#### [Exercise]
Your answer should be an exact copy of the lines from the start of the entries to the line containing "pinky pip: (420, 123)", both included.

•••

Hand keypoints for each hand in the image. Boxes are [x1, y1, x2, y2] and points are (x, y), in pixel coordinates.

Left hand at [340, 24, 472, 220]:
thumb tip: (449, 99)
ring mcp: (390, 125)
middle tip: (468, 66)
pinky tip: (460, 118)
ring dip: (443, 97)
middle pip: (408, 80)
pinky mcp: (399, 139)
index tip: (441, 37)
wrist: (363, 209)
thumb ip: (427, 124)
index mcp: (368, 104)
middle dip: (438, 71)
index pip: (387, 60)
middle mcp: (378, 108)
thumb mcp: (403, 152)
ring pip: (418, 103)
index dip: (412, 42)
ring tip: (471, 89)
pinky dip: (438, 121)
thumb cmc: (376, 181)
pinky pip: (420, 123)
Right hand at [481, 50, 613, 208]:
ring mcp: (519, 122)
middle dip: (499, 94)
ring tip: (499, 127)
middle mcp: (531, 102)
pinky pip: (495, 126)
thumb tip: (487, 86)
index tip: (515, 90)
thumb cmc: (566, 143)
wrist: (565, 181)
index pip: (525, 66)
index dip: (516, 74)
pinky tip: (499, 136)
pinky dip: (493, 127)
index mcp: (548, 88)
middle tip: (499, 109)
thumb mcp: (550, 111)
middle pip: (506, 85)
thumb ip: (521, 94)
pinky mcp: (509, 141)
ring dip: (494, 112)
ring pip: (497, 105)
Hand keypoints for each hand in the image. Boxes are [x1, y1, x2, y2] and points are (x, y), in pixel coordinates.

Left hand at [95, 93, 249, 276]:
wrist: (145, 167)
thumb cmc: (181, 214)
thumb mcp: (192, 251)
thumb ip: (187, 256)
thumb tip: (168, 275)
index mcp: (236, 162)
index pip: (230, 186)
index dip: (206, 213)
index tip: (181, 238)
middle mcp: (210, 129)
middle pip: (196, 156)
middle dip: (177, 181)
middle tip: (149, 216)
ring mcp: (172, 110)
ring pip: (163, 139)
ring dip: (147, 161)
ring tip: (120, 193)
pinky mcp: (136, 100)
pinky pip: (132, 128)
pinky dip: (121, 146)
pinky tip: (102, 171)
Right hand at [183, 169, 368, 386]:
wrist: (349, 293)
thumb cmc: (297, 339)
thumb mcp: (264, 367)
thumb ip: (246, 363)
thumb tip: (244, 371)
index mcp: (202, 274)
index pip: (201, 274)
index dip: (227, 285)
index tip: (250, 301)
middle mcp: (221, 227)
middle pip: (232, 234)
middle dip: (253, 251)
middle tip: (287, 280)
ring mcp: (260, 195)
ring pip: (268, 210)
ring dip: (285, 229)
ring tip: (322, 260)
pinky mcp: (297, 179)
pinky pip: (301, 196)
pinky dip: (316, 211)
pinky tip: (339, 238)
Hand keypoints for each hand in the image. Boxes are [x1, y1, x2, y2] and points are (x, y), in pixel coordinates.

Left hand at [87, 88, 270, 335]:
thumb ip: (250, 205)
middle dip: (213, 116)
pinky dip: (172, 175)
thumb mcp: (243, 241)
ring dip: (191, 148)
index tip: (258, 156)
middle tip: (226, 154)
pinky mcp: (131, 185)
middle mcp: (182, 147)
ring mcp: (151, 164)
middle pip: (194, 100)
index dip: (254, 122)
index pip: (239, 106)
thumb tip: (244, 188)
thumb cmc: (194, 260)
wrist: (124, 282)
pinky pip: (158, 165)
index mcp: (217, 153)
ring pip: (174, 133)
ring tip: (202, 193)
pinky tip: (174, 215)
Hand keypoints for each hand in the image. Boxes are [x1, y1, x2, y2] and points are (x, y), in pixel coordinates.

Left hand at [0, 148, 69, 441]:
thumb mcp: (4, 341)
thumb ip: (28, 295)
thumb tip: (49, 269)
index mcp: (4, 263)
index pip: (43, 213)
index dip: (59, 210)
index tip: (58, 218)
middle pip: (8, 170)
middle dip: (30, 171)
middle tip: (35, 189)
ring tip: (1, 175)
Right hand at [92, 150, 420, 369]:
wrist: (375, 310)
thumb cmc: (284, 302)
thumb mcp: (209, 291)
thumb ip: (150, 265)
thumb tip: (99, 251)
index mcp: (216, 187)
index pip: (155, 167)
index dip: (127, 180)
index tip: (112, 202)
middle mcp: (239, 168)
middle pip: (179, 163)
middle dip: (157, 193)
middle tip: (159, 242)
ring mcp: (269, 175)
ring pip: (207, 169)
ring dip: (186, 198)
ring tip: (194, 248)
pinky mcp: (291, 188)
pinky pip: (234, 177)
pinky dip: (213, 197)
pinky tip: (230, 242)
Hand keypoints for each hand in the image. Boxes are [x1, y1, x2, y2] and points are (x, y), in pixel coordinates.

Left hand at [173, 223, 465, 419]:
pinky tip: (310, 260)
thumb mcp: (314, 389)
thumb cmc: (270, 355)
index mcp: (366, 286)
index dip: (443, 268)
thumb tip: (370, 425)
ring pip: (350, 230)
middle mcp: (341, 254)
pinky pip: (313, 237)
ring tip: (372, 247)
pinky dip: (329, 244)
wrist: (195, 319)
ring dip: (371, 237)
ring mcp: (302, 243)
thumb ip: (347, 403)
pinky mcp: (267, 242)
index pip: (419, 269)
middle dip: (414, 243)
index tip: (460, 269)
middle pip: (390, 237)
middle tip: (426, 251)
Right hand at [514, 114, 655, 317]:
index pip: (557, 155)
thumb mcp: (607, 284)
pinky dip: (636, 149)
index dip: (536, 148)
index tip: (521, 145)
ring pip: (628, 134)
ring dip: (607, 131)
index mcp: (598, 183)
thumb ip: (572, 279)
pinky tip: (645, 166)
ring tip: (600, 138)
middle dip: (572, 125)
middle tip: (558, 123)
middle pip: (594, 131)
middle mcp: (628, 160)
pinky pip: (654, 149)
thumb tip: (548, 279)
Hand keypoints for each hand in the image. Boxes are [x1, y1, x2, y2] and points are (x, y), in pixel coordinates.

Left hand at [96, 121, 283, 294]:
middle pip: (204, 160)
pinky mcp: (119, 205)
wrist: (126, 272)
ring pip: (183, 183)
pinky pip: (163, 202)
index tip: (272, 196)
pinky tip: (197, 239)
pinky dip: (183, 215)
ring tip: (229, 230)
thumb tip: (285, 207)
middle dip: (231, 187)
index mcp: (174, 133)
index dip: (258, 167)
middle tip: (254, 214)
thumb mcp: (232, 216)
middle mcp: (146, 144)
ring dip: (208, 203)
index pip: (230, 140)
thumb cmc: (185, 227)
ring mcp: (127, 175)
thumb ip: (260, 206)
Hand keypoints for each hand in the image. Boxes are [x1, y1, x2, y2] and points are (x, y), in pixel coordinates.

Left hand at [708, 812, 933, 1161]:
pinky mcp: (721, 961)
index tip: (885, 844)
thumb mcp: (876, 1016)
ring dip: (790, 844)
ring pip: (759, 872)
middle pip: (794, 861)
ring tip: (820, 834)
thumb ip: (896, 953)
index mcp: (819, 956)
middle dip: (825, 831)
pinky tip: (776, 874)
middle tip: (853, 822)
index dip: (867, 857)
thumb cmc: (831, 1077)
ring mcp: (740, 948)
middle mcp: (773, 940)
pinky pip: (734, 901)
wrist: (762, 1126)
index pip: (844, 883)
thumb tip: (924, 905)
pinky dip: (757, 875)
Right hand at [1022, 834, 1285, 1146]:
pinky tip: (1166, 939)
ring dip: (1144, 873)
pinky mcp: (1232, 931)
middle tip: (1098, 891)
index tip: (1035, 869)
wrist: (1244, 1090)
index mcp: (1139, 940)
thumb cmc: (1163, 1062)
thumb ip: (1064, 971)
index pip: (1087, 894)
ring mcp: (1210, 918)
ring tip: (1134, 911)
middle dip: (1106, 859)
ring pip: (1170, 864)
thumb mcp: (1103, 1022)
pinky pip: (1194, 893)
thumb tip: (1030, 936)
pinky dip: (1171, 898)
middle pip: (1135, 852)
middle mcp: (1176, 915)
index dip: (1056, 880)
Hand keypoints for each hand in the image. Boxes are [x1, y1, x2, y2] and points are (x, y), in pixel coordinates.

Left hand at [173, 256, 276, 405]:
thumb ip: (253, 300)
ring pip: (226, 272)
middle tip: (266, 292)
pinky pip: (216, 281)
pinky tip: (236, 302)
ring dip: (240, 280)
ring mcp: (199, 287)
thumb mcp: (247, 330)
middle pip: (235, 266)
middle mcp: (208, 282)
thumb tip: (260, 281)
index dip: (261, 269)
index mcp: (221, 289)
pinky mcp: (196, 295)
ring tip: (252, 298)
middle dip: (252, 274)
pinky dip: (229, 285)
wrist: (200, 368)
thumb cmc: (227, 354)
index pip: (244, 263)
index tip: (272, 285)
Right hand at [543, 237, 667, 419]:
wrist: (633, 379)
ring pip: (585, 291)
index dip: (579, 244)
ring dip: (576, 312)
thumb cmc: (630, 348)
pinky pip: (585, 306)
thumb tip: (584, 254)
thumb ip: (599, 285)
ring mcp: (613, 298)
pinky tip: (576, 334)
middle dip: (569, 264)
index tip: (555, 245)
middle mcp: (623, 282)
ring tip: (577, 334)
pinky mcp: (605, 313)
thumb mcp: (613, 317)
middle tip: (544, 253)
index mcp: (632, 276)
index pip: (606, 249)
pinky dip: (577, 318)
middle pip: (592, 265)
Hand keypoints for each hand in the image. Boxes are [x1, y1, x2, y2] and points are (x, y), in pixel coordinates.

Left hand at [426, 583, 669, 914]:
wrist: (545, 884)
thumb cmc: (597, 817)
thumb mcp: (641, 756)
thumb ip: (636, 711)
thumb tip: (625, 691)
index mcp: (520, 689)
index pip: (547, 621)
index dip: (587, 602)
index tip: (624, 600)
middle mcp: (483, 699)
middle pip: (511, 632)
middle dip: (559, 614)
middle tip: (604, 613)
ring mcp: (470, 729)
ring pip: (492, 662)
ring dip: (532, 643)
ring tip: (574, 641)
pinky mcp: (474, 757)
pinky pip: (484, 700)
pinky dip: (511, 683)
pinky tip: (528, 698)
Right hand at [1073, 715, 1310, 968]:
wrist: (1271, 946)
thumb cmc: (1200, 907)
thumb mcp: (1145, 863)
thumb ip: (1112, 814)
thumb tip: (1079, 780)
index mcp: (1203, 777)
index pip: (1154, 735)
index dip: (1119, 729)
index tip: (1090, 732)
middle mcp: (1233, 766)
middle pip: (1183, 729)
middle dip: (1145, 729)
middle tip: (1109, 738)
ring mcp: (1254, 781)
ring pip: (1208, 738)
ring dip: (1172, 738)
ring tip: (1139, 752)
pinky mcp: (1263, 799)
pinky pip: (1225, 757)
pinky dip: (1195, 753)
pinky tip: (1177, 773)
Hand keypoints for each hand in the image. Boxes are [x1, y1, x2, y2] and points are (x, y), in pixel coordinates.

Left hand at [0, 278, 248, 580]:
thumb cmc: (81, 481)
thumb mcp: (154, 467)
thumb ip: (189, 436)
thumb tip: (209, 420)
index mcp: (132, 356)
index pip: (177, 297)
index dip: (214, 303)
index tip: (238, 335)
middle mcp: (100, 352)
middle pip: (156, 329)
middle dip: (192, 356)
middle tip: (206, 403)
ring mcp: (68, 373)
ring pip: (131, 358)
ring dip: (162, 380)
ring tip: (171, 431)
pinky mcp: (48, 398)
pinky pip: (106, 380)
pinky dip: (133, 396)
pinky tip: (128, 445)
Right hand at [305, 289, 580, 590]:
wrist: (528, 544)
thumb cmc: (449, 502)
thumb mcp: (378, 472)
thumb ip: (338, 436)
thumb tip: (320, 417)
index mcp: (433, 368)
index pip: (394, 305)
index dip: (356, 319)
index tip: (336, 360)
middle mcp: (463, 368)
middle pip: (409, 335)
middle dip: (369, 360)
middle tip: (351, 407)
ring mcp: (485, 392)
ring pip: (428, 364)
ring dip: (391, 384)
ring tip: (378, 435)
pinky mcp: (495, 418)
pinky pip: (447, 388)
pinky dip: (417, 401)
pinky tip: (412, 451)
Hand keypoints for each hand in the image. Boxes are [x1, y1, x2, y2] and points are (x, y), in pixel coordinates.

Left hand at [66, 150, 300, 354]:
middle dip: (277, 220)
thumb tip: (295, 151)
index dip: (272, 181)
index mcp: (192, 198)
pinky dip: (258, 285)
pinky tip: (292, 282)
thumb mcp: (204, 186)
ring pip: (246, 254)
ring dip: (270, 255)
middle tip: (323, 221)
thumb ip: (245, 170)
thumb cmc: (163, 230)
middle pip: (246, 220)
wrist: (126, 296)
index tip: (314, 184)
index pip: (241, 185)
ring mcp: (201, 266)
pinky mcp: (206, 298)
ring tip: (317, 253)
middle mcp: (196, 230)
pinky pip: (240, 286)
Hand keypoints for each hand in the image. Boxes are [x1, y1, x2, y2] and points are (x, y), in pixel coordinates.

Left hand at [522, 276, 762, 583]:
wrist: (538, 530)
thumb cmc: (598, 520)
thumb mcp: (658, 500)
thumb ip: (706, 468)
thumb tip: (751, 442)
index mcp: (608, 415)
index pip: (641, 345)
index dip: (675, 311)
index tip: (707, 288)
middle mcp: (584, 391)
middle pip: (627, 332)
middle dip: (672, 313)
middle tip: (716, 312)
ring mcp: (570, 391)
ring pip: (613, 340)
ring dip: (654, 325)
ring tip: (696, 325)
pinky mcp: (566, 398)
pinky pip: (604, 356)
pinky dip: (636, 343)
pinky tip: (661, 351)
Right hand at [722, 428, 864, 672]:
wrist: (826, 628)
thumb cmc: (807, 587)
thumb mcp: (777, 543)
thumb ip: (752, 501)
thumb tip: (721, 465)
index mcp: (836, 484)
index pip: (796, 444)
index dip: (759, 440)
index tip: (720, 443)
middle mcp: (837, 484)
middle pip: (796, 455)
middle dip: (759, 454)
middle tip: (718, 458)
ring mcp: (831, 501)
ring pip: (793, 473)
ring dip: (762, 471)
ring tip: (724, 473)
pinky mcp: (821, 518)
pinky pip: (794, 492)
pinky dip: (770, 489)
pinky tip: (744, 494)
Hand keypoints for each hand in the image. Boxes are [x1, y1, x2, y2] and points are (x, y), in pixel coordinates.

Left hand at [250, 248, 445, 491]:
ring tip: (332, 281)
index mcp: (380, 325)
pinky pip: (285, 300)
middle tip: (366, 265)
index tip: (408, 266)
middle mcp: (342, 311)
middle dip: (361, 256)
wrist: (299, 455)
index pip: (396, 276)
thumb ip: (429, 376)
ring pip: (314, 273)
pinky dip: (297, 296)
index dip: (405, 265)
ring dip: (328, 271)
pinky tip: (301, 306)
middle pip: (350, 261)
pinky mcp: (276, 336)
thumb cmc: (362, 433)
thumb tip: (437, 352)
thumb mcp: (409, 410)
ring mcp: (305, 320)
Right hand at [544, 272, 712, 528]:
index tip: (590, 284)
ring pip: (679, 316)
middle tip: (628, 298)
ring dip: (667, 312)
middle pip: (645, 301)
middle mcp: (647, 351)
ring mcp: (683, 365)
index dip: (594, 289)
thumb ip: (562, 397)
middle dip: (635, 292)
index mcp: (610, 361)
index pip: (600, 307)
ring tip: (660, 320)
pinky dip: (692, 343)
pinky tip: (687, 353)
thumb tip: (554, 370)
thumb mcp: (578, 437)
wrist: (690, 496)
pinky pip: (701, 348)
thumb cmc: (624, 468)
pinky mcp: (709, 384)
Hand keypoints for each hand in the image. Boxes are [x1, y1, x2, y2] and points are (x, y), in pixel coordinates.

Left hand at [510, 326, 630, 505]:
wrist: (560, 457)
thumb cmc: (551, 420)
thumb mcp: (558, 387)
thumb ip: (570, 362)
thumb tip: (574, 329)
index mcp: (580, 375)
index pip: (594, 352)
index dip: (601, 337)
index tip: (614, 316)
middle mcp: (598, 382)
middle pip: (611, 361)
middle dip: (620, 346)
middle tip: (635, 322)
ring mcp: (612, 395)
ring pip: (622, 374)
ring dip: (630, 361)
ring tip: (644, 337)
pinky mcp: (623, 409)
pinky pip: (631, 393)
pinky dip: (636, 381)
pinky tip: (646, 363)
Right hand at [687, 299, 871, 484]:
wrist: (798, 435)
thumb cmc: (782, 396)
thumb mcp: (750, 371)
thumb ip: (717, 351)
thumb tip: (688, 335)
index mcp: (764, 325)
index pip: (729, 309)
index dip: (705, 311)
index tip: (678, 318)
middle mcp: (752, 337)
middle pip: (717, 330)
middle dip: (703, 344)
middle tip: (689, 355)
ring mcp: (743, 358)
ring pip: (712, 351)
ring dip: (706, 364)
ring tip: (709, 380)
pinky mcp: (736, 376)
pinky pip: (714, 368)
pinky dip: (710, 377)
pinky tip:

•••

#### [Output of the task]
Hand keypoints for each hand in the image. Boxes are [x1, y1, x2, y2] and points are (x, y), in pixel coordinates.

Left hand at [340, 24, 472, 220]:
thumb tip: (449, 99)
ring mcp: (390, 125)
middle tip: (468, 66)
pinky tip: (460, 118)
ring dip: (443, 97)
middle pip: (408, 80)
pinky mcp: (399, 139)
index tip: (441, 37)
wrist: (363, 209)
thumb ip: (427, 124)
index mcp: (368, 104)
middle dip: (438, 71)
index pip: (387, 60)
middle mcp: (378, 108)
thumb mcp: (403, 152)
ring pip: (418, 103)
index dip: (412, 42)
ring tip: (471, 89)
pinky dip: (438, 121)
thumb cmc: (376, 181)
pinky pip: (420, 123)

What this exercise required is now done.